After Mr. C and I left the East Village's Orchard Street last December, we wandered back over to Soho via Rivington.  The sun was going down and the city was beginning to flaunt its dusky beauty. 

A dead-end alley caught my eye, for at its end was *something,* hinted at by twinkling fairy lights and a welcoming window.  So we took a stroll, past the grafitti, toward the warmth, and came upon Freeman's restaurant, an example of what I might call nouveau taxidermy decor; or, more elegantly, new American Rustic.

It's a small joint, and was full to the brim of diners and drinkers, so we made our way back down the alley, and into the associated gents boutique/barbershop at the end, named Freemans Sporting Club (w/o apostrophe), where plaid-shirted lads were coaxing lush Brooklyn-West beards into temporary submission.

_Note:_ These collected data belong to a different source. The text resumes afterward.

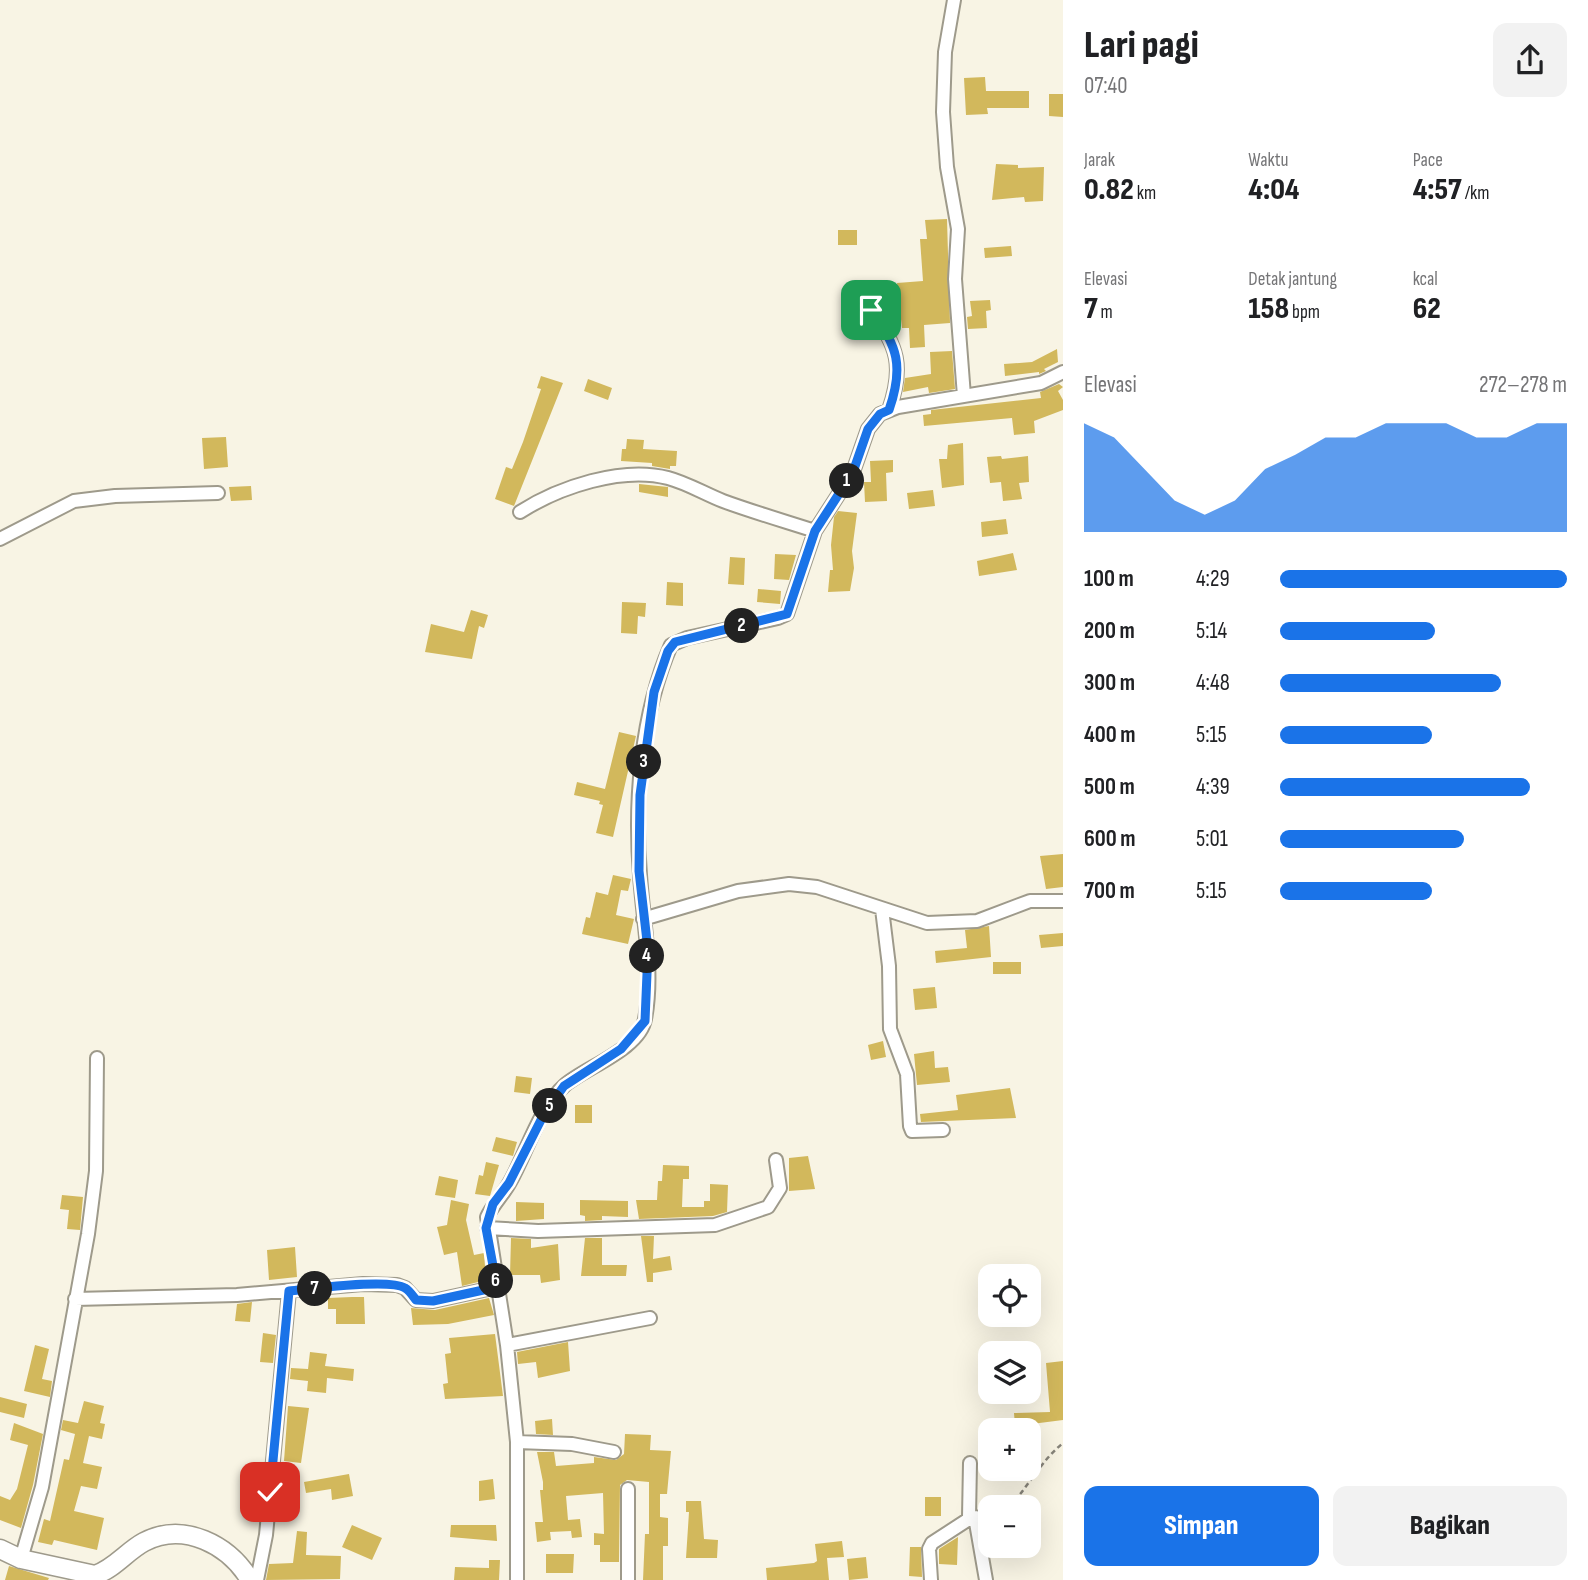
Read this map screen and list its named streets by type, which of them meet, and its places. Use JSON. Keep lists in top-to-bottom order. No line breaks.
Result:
{"page":{"heading":["Lari pagi","07:40"],"stats":[["Jarak","0.82 km"],["Waktu","4:04"],["Pace","4:57 /km"],["Elevasi","7 m"],["Detak jantung","158 bpm"],["kcal","62"]],"chart":["Elevasi","272–278 m"],"pins":["1","2","3","4","5","6","7"],"list":[{"name":"100 m","note":"4:29"},{"name":"200 m","note":"5:14"},{"name":"300 m","note":"4:48"},{"name":"400 m","note":"5:15"},{"name":"500 m","note":"4:39"},{"name":"600 m","note":"5:01"},{"name":"700 m","note":"5:15"}],"map_buttons":["+","−"],"buttons":["Simpan","Bagikan"]}}
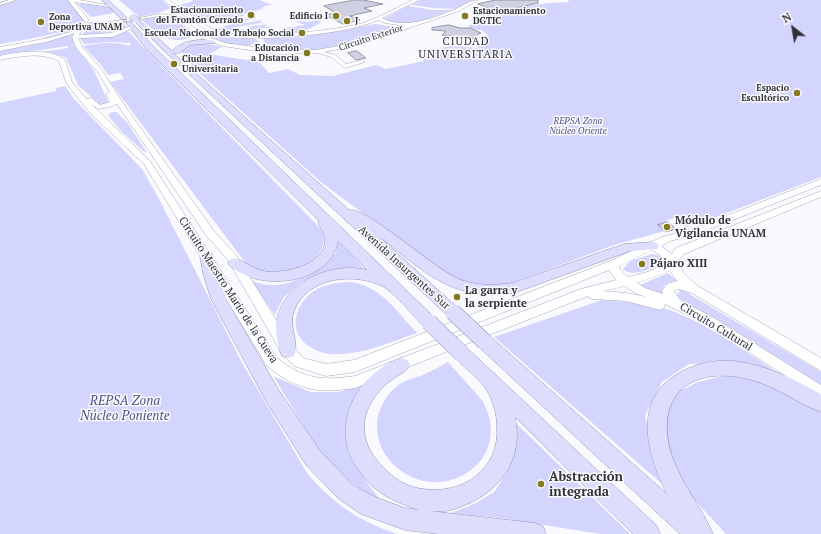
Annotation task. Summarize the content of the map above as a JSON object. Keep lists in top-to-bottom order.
{
  "streets": {
    "main road": ["Avenida Insurgentes Sur"],
    "street": ["Circuito Exterior", "Circuito Maestro Mario de la Cueva", "Circuito Cultural"]
  },
  "crossings": [
    ["Circuito Exterior", "Avenida Insurgentes Sur"],
    ["Circuito Maestro Mario de la Cueva", "Circuito Cultural"]
  ],
  "districts": ["CIUDAD UNIVERSITARIA"],
  "parks": ["REPSA Zona Núcleo Oriente", "REPSA Zona Núcleo Poniente"],
  "places": [
    "Estacionamiento del Frontón Cerrado",
    "Edificio I",
    "Estacionamiento DGTIC",
    "J",
    "Zona Deportiva UNAM",
    "Escuela Nacional de Trabajo Social",
    "Educación a Distancia",
    "Ciudad Universitaria",
    "Espacio Escultórico",
    "Módulo de Vigilancia UNAM",
    "Pájaro XIII",
    "La garra y la serpiente",
    "Abstracción integrada"
  ],
  "north": "top left"
}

From Freemans website: a hirsuite man sans suit


Because men's duds sometimes look better on a laughing woman


OK: I exaggerate.  But all this came rushing back today when, in a glorious, self-mandated moment of leisure, I was reading the Times Styles section and saw this series of graphic images:



Yes, upon first glance I did think they were prototypes for a new Batman mask. 

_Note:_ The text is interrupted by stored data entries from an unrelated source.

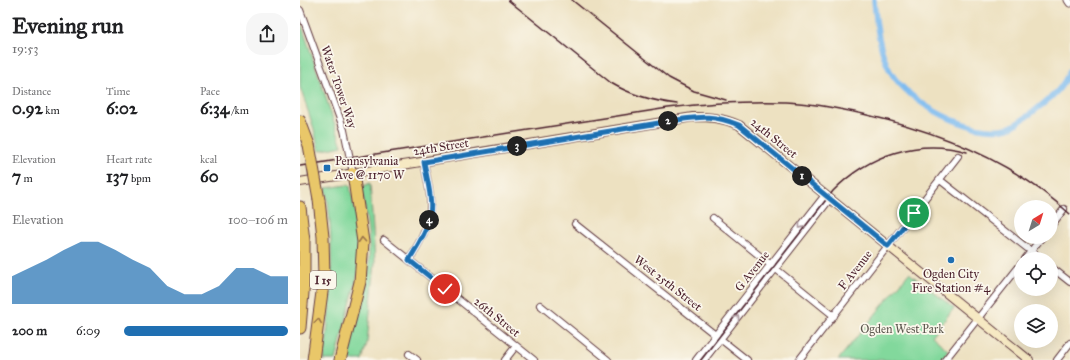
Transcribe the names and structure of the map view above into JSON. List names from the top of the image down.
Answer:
{
  "streets": {
    "highway": ["I 15"],
    "main road": ["24th Street"],
    "street": [
      "Water Tower Way",
      "F Avenue",
      "G Avenue",
      "West 25th Street",
      "26th Street"
    ]
  },
  "crossings": [
    ["Water Tower Way", "24th Street"],
    ["24th Street", "F Avenue"],
    ["24th Street", "G Avenue"],
    ["G Avenue", "West 25th Street"]
  ],
  "parks": ["Ogden West Park"],
  "places": {
    "transit": ["Pennsylvania Ave @ 1170 W"],
    "other": ["Ogden City Fire Station #4"]
  },
  "north": "top right",
  "page": {
    "heading": ["Evening run", "19:53"],
    "stats": [
      ["Distance", "0.92 km"],
      ["Time", "6:02"],
      ["Pace", "6:34 /km"],
      ["Elevation", "7 m"],
      ["Heart rate", "137 bpm"],
      ["kcal", "60"]
    ],
    "pins": [
      "2",
      "3",
      "1",
      "4"
    ],
    "chart": ["Elevation", "100–106 m"],
    "list": [
      {
        "name": "200 m",
        "note": "6:09"
      }
    ]
  }
}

And that would be just fine with me, as I confess that beards do not thrill (I'd go all Dora Carrington on any Lytton Strachey who came my way [she snipped off his beard while he was sleeping, so the film says]).

But it was utterly fitting that the Batman beards were in the same issue as a story on Amanda Brooks, who is leaving Barneys for her husband's family's English farm, where she's planning to go all Pioneer Woman among the hedgerows and arrange cheese on plates (her examples [minus the hedgerow]). 

When I saw the photo far above, I knew exactly where Brooks was standing with her smiling pooch, because I'd been there last December, albeit in the dusk and chill. 



That's the alley, with Freeman's restaurant in the back, fairy lights, and, apparently, Brooks's soon-to-be-let apartment above.

Living where she does, with the many, many surrounding shops specializing in men's work wear (vintage and reproduction), with hirsute temptations at the very end of her alley, and in thrall to the romantic descriptions of life on an Oklahoma farm via The Pioneer Woman, it's no surprise that Brooks decided to give up rustic urbanity for the genuine English countryside.